**Action item:** Which lines of the entries contain the string "Ramblewood"? Copy each of them.

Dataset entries
● ● ● ● ● ● ●
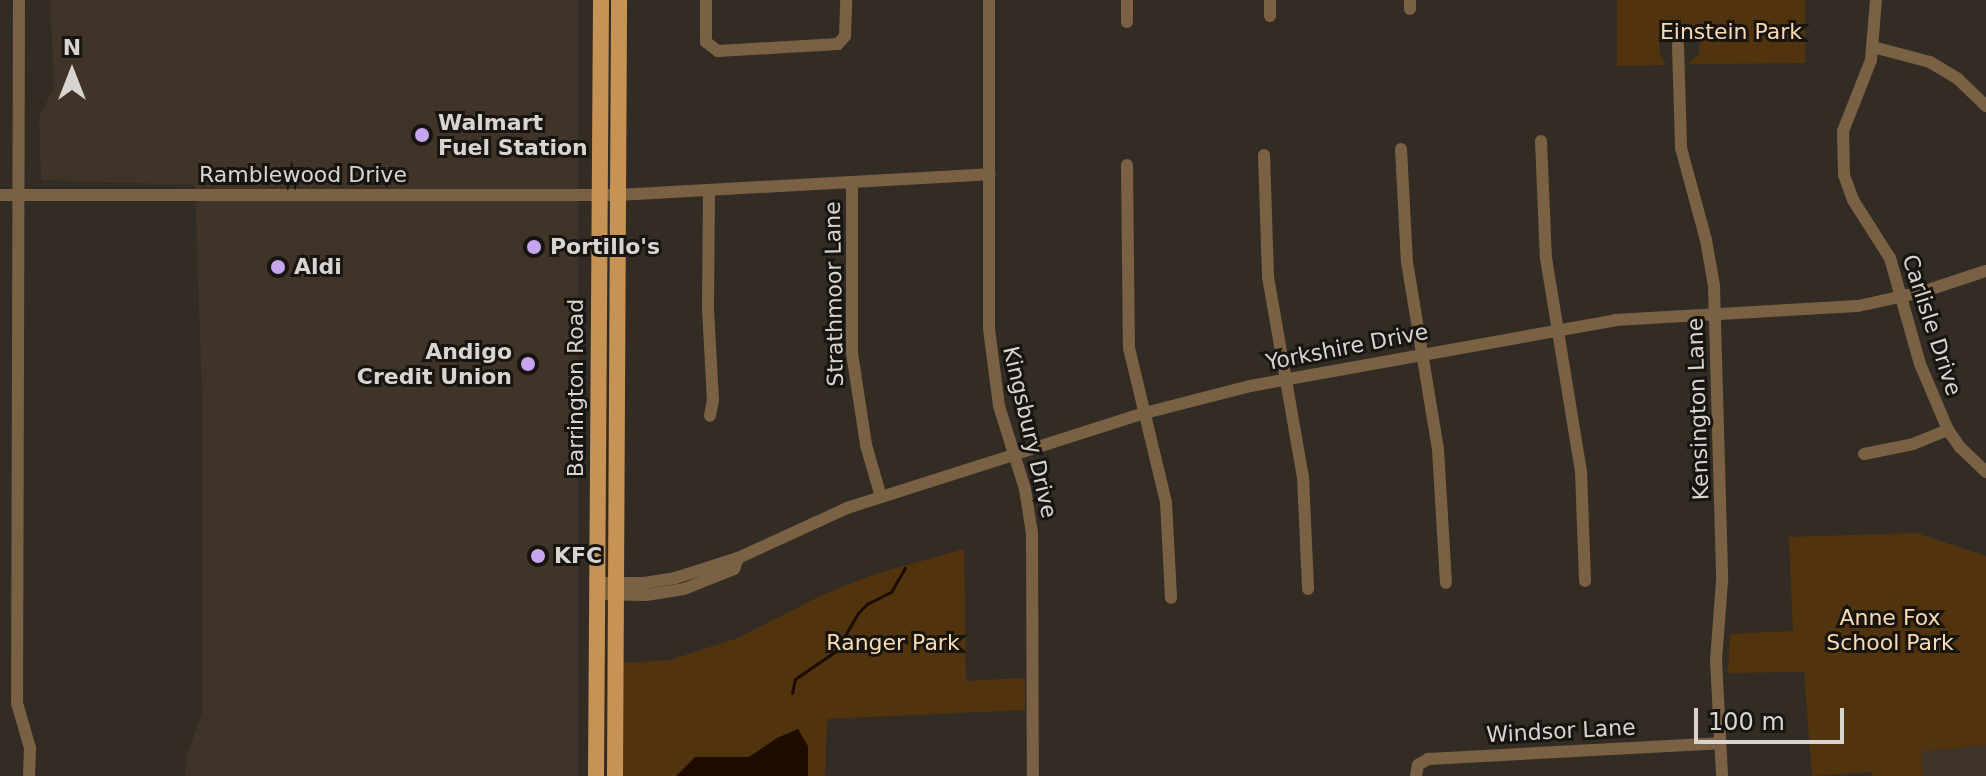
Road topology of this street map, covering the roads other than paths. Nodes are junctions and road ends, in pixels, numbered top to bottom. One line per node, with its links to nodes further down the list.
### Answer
1 (19, 0): 23 (street)
2 (601, 0): 24 (main road, Barrington Road)
3 (619, 0): 25 (main road, Barrington Road)
4 (706, 0): 5 (street)
5 (846, 0)
6 (989, 0): 19 (street, Kingsbury Drive)
7 (1127, 0): 11 (street)
8 (1270, 0): 10 (street)
9 (1876, 0): 13 (street, Carlisle Drive)
10 (1270, 16)
11 (1127, 22)
12 (1678, 45): 28 (street, Kensington Lane)
13 (1873, 47): 14 (street); 27 (street, Carlisle Drive)
14 (1986, 106)
15 (1541, 141): 29 (street)
16 (1401, 149): 30 (street)
17 (1264, 155): 31 (street)
18 (1127, 165): 32 (street)
19 (989, 174): 20 (street, Ramblewood Drive); 36 (street, Kingsbury Drive)
20 (852, 182): 21 (street, Ramblewood Drive); 40 (street, Strathmoor Lane)
21 (709, 190): 25 (street, Ramblewood Drive); 33 (street)
22 (0, 195): 23 (street, Ramblewood Drive)
23 (19, 195): 24 (street, Ramblewood Drive); 39 (street)
24 (599, 195): 25 (street, Ramblewood Drive); 43 (main road, Barrington Road)
25 (618, 195): 44 (main road, Barrington Road)
26 (1986, 271): 27 (street, Yorkshire Drive)
27 (1902, 297): 28 (street, Yorkshire Drive); 34 (street, Carlisle Drive)
28 (1715, 313): 29 (street, Yorkshire Drive); 47 (street, Kensington Lane)
29 (1558, 328): 30 (street, Yorkshire Drive); 41 (street)
30 (1422, 353): 31 (street, Yorkshire Drive); 42 (street)
31 (1284, 378): 32 (street, Yorkshire Drive); 45 (street)
32 (1145, 413): 36 (street, Yorkshire Drive); 46 (street)
33 (710, 416)
34 (1948, 430): 35 (street); 37 (street, Carlisle Drive)
35 (1864, 454)
36 (1014, 455): 40 (street, Yorkshire Drive); 51 (street, Kingsbury Drive)
37 (1986, 472)
38 (0, 496): 39 (street)
39 (16, 496): 48 (street)
40 (881, 497): 44 (street, Yorkshire Drive)
41 (1585, 581)
42 (1446, 583)
43 (597, 589): 44 (street, Yorkshire Drive); 49 (main road, Barrington Road)
44 (616, 589): 50 (main road, Barrington Road)
45 (1308, 589)
46 (1171, 598)
47 (1720, 743): 52 (street, Windsor Lane); 53 (street, Kensington Lane)
48 (29, 776)
49 (596, 776)
50 (615, 776)
51 (1033, 776)
52 (1416, 776)
53 (1722, 776)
● ● ● ● ● ● ●
**Result:**
19 (989, 174): 20 (street, Ramblewood Drive); 36 (street, Kingsbury Drive)
20 (852, 182): 21 (street, Ramblewood Drive); 40 (street, Strathmoor Lane)
21 (709, 190): 25 (street, Ramblewood Drive); 33 (street)
22 (0, 195): 23 (street, Ramblewood Drive)
23 (19, 195): 24 (street, Ramblewood Drive); 39 (street)
24 (599, 195): 25 (street, Ramblewood Drive); 43 (main road, Barrington Road)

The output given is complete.